• [ENTRIES PROVIDED]:
■ ■ ■ ■ ■
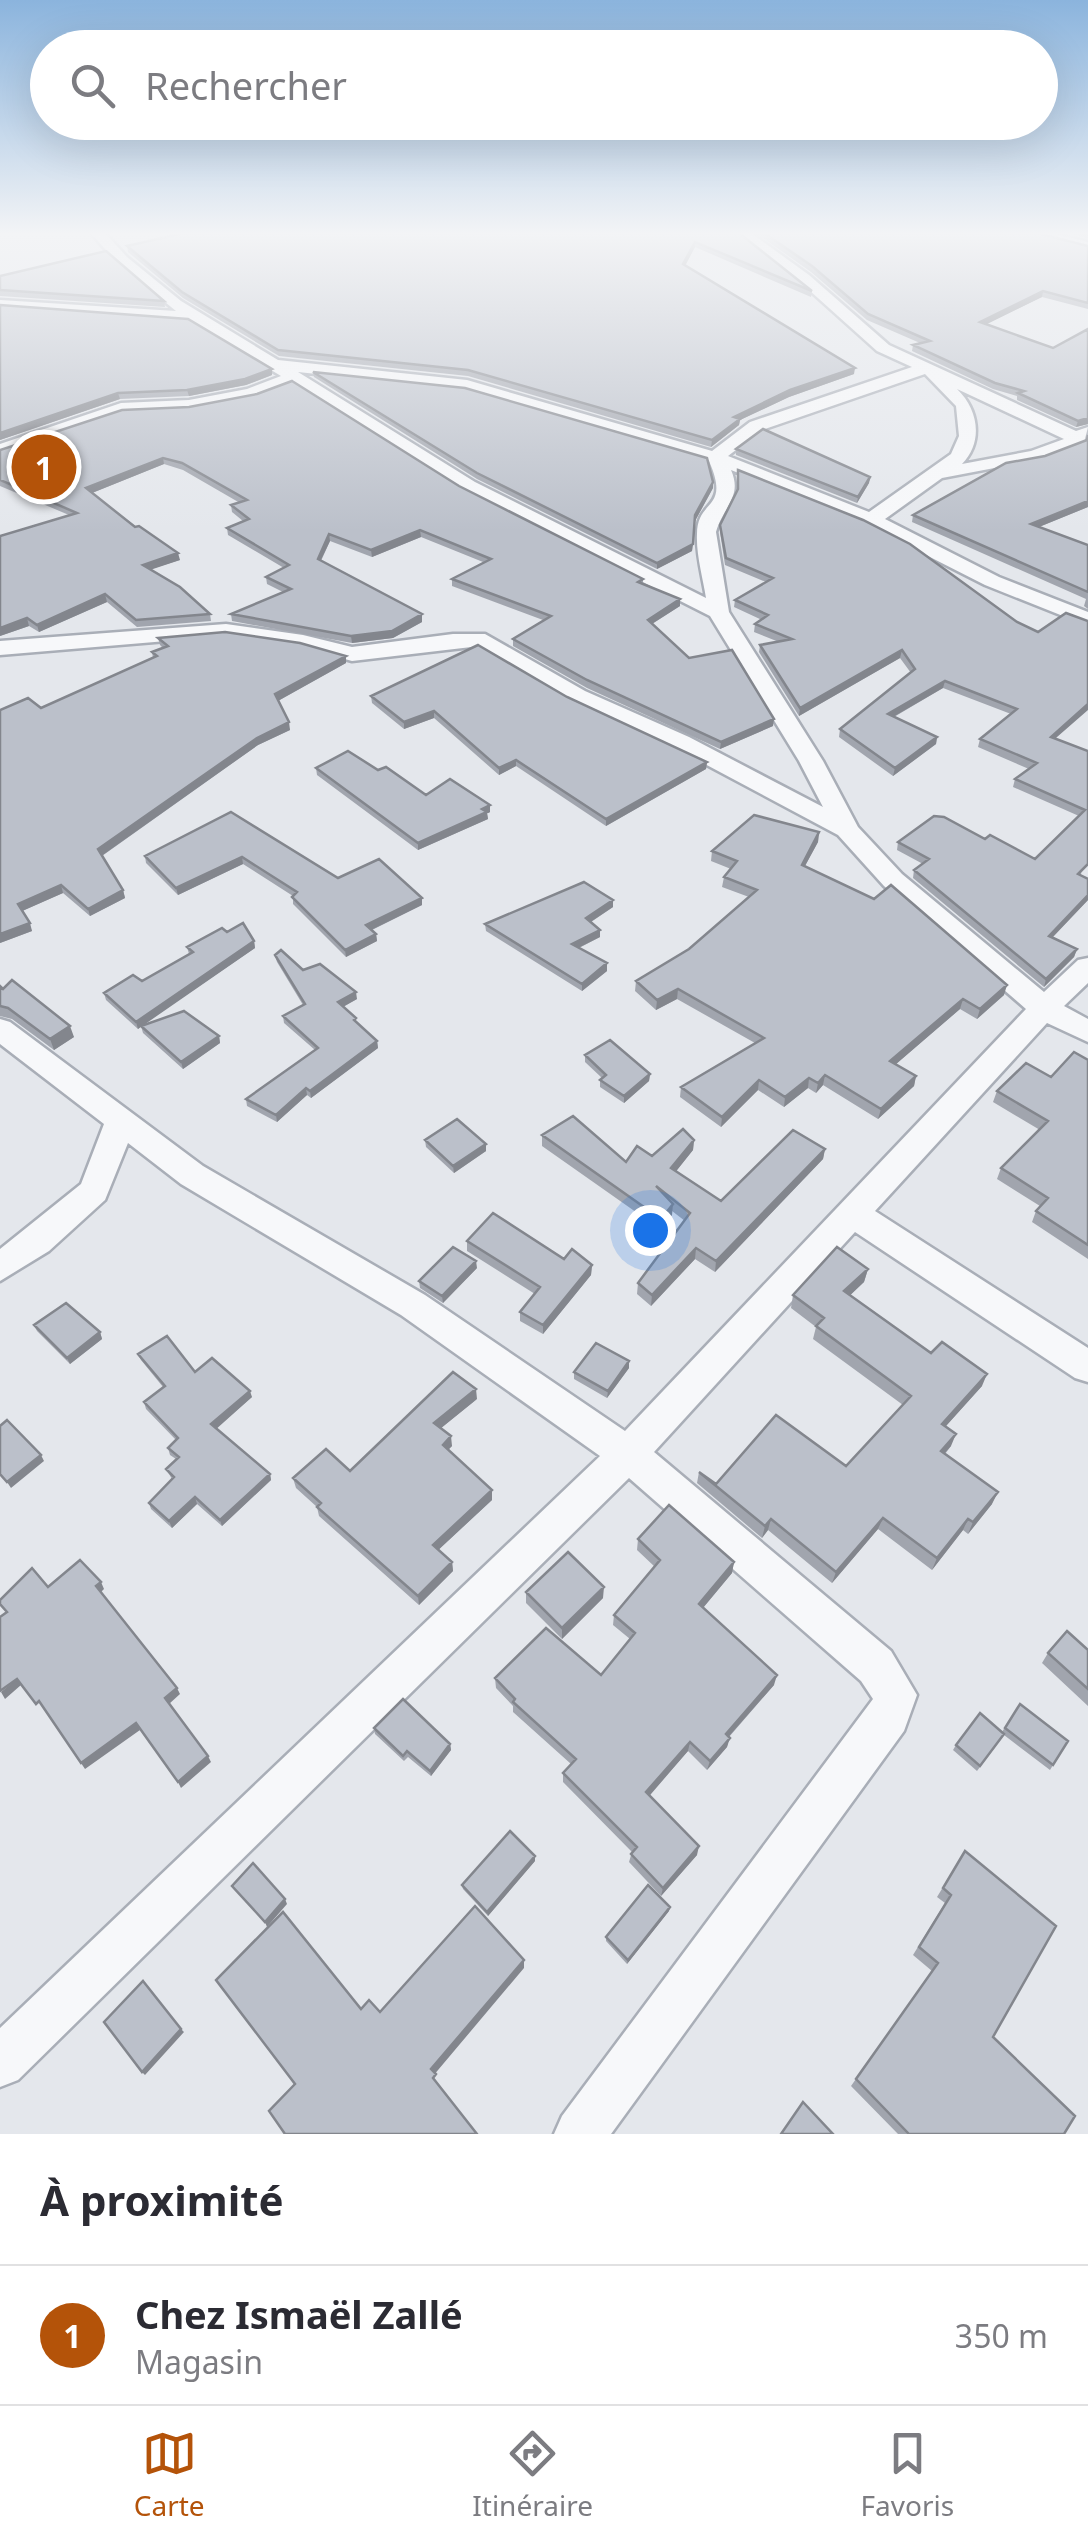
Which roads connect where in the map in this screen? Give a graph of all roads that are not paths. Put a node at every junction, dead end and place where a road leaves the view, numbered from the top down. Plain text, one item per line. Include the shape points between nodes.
■ ■ ■ ■ ■
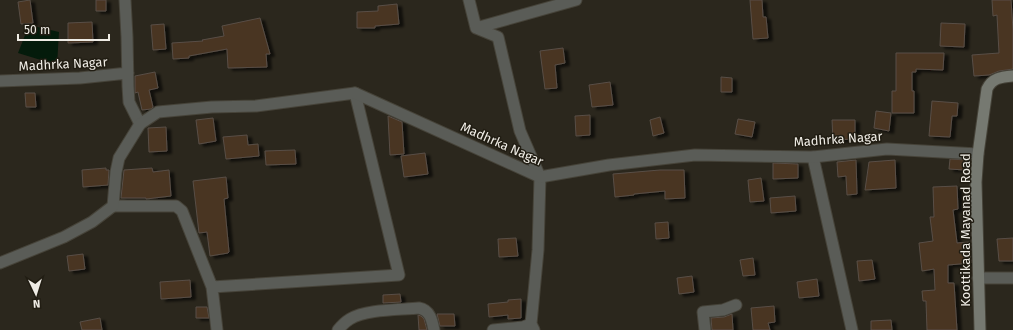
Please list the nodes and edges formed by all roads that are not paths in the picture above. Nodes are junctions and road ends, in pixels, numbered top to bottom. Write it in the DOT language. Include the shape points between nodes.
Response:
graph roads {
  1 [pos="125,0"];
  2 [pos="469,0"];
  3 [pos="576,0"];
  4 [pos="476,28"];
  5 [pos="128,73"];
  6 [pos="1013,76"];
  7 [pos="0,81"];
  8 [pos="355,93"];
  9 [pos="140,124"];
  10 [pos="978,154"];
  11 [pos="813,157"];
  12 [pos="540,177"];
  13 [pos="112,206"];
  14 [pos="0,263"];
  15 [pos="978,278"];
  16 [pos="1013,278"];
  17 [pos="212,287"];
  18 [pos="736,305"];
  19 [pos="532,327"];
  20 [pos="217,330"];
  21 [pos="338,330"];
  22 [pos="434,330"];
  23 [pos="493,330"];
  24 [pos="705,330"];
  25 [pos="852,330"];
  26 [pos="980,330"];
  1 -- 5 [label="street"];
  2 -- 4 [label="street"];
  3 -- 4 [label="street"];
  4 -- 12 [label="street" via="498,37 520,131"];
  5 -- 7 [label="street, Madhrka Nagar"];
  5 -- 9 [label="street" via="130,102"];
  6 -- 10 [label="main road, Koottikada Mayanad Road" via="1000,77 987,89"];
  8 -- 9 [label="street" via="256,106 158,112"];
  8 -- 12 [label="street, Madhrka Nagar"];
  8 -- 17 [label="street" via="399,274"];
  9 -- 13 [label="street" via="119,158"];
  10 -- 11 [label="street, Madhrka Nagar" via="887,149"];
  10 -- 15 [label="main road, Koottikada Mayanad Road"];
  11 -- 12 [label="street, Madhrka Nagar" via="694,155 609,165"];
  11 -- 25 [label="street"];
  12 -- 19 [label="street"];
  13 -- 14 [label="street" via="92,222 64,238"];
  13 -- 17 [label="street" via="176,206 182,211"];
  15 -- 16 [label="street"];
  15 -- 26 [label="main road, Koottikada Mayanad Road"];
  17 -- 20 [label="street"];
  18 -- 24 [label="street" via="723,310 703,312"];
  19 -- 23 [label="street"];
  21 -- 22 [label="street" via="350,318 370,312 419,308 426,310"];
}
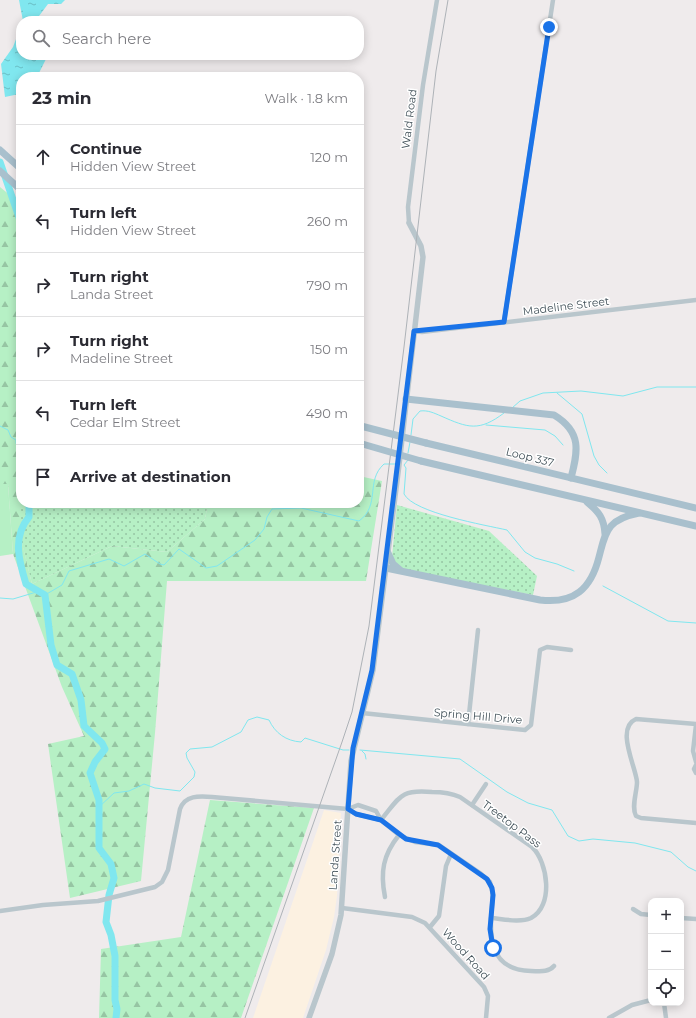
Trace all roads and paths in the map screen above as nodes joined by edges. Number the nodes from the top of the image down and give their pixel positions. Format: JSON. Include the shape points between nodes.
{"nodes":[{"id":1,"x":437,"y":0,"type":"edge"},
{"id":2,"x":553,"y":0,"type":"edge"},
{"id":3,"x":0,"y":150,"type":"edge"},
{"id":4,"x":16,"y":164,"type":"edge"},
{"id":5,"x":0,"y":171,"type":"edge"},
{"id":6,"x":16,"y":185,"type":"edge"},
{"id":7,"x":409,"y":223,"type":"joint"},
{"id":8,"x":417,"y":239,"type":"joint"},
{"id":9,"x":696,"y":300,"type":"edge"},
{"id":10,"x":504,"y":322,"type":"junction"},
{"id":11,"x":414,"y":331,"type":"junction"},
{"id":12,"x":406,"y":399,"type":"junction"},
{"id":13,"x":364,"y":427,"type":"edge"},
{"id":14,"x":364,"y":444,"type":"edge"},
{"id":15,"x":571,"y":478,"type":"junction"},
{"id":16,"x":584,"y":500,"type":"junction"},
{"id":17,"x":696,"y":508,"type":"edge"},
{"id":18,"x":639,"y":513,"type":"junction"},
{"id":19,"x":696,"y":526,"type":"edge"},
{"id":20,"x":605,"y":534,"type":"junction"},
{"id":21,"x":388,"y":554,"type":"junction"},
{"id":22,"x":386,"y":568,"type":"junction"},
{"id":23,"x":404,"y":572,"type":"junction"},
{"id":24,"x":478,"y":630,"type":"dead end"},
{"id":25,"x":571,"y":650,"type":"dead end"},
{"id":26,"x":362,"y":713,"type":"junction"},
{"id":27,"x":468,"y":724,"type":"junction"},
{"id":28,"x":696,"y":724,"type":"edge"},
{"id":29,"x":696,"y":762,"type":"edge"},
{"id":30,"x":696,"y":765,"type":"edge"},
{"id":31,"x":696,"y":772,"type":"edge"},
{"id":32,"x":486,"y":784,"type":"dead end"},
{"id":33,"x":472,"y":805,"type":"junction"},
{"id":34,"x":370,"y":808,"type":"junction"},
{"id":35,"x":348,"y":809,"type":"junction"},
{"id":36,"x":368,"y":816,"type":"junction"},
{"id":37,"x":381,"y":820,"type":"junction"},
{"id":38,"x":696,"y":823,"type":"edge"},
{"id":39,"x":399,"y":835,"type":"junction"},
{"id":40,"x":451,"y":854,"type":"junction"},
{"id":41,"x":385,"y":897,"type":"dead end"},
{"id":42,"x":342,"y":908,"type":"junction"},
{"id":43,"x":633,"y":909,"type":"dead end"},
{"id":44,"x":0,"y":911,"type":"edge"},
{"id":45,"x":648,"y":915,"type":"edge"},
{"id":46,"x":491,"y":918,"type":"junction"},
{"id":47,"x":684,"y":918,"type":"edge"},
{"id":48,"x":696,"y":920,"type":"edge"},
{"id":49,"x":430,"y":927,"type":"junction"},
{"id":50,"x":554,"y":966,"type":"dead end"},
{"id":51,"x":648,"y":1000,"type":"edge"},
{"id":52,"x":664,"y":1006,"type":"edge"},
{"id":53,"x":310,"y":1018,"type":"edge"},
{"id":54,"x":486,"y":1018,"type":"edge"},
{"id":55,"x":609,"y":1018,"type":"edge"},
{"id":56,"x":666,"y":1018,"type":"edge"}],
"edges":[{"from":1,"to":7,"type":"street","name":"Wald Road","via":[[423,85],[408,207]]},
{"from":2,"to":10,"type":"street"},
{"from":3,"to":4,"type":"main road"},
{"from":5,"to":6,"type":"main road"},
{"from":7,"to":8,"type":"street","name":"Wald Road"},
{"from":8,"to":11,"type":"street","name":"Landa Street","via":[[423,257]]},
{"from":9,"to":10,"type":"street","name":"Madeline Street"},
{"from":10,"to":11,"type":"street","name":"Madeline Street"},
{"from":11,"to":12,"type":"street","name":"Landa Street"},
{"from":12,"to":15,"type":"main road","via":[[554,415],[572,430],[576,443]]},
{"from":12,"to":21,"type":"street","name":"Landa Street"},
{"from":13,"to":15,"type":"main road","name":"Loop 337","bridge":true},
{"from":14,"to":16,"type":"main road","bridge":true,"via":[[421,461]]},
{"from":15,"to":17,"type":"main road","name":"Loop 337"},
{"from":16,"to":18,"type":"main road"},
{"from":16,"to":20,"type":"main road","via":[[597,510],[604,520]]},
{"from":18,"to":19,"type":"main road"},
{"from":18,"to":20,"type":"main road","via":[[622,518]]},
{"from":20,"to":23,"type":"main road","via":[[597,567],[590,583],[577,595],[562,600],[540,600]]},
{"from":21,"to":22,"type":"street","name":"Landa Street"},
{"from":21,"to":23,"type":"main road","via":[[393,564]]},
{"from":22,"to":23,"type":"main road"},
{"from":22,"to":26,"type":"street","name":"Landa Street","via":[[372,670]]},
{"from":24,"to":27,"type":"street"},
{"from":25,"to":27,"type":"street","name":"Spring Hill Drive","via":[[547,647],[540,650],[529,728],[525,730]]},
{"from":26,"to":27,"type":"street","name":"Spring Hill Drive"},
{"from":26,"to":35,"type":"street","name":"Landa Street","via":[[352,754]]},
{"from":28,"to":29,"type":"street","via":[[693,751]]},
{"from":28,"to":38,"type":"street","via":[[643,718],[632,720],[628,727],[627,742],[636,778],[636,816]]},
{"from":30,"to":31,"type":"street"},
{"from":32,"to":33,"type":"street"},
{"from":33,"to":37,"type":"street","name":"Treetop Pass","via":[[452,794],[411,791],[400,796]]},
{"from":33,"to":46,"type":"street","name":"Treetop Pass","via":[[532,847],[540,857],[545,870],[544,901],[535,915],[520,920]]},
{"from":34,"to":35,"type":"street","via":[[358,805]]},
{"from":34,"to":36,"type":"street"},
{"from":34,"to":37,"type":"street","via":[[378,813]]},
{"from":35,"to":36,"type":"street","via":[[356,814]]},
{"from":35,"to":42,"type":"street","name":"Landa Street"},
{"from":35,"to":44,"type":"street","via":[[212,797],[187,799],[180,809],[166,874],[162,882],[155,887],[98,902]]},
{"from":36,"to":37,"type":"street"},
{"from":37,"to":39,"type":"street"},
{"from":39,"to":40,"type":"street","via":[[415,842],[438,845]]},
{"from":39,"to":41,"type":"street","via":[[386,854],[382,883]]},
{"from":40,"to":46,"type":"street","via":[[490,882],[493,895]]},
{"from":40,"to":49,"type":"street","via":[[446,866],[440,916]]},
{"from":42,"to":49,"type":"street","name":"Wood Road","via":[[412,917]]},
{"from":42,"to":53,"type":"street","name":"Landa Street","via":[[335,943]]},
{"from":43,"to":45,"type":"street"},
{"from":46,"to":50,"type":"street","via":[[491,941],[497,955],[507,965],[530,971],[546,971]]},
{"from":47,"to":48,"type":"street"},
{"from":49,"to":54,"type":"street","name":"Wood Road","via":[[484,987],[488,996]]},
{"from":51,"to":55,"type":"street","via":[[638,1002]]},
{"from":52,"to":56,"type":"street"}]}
■ ■ ■ ■ ■
• [PROBLEM STATEMENT]: Which of the lines in the material carry the string "that"? Pull them out.

• [RESPONSE TO THE TASK]:
Which roads connect where in the map in this screen? Give a graph of all roads that are not paths. Put a node at every junction, dead end and place where a road leaves the view, numbered from the top down. Plain text, one item per line. Include the shape points between nodes.
Please list the nodes and edges formed by all roads that are not paths in the picture above. Nodes are junctions and road ends, in pixels, numbered top to bottom. Write it in the DOT language. Include the shape points between nodes.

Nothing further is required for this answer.